I grinned at the young soldier and opened my door. It was late, a little past three in the morning, and the block was dead. Old City was the richest neighborhood in Philadelphia, with some truly ancient colonial houses and legitimate history tucked around every corner.
I didn’t give a shit about the dead though. I was here to terrorize the living.
Stefano, Ash, and Tomaso hurried to keep up as I walked across the street and down the block. Stuart’s office had a door in the corner, recessed slightly back from the street. We walked up the stoop and I stood to the side, watching out for cops and drunks, as Stefano got to work.

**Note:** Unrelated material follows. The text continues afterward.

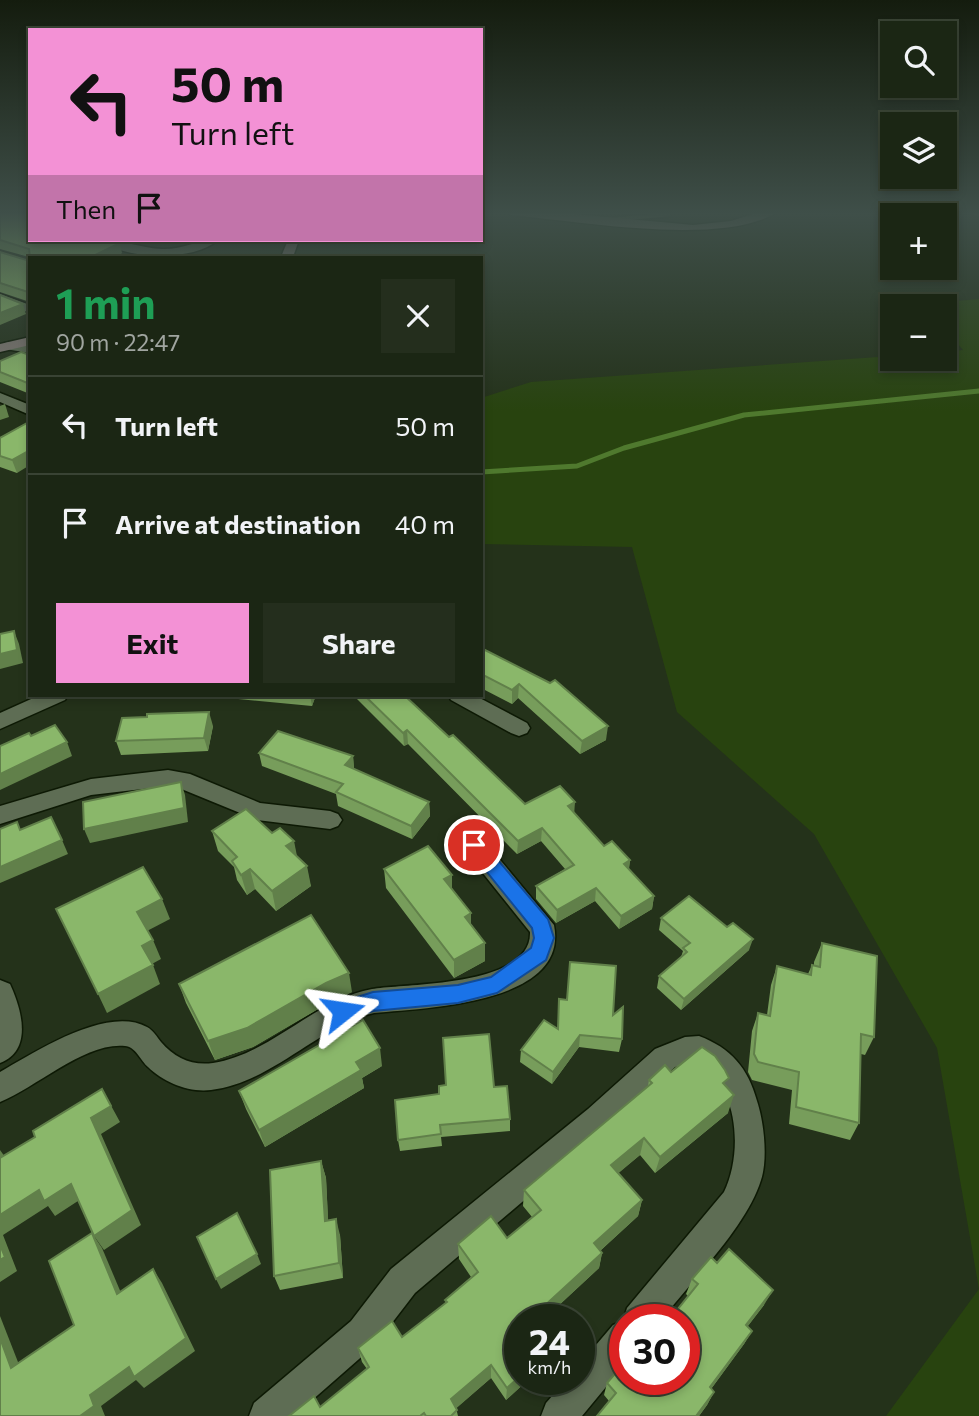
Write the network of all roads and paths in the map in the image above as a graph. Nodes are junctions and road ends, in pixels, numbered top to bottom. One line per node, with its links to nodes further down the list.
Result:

“I learned this when I was three years old,” Stefano said, taking a lock pick set out and slipping it into the door. “My daddy said, boy, you’re going to be real dumb, but at least you’ll be useful.”
“He’s lying,” I said, squinting down the block. Everything was quiet. Not a single car in sight. “His father was a drunk.”
“Still taught me,” Stefano said.
“I wish I had real skills like that,” Ash said. “Maybe you can teach me.”
I groaned. “Don’t give him the chance. He’ll never shut up about it.”
“The boss is jealous of my touch,” Stefano said and I heard him jingling the picks around. “He’s too clumsy, you know? Smart as anyone, I’ll tell you what, but Gian’s more about the big picture, and not so much about—”
The lock clicked open and Stefano sucked his teeth.
“Ready?” I asked, looking back at the group.
Stefano nodded and pushed the door open, gesturing into the dark foyer.
“Ladies first,” Tomaso said.
Ash sucked in a breath then stepped inside. Tomaso followed, grinning and cracking his knuckles, and Stefano went next. I lingered on the stoop, looking at the street, at the sidewalk, scanning the nearby windows for some old lady up late staring down, but there was nothing.
All silent, all good.
I went in after them and shut the door behind me.
The short hallway ended in a small, comfortable lobby. Tomaso went behind the secretary’s desk and began rifling through it. He threw papers on the floor and smashed her keyboard in the desk. “I’ll take care of this,” he said.
I walked past the desk and down a short hall. Offices lined either side. Stefano ducked into the first one and began to systematically destroy it: every paper, every book, every stick of furniture ripped out and broken.
I caught up with Ash and draped an arm across her shoulder. She flinched a little and looked up at me, her eyes wide with fear and excitement. I liked that excitement—it was a fucking turn-on. I felt a tinge of that adrenaline rush through me as we reached the last door at the end of the hall and read Stuart’s name on the gold plaque tacked in the middle.
“Be my guest,” I said, gesturing.
“What a gentleman,” Ash said, and opened Stuart’s office door.
Inside was the biggest room yet. Large bookshelves flanked a massive desk carved with pillars and snaking vines along the top. A small sitting area to the left had several couches and comfortable chairs, along with expensive-looking bottles of alcohol neatly lined up on a serving table. The whole room looked immaculate, like Stuart didn’t like disorder, and it brought a massive smile to my face.
I walked over to the alcohol, weighed a bottle of whiskey in my hand, and cracked it open. I took a long drink then threw it as hard as I could at the wall. It smashed into tiny pieces, the glass ricocheting all around, and Ash let out a shocked yelp before covering her mouth with both hands.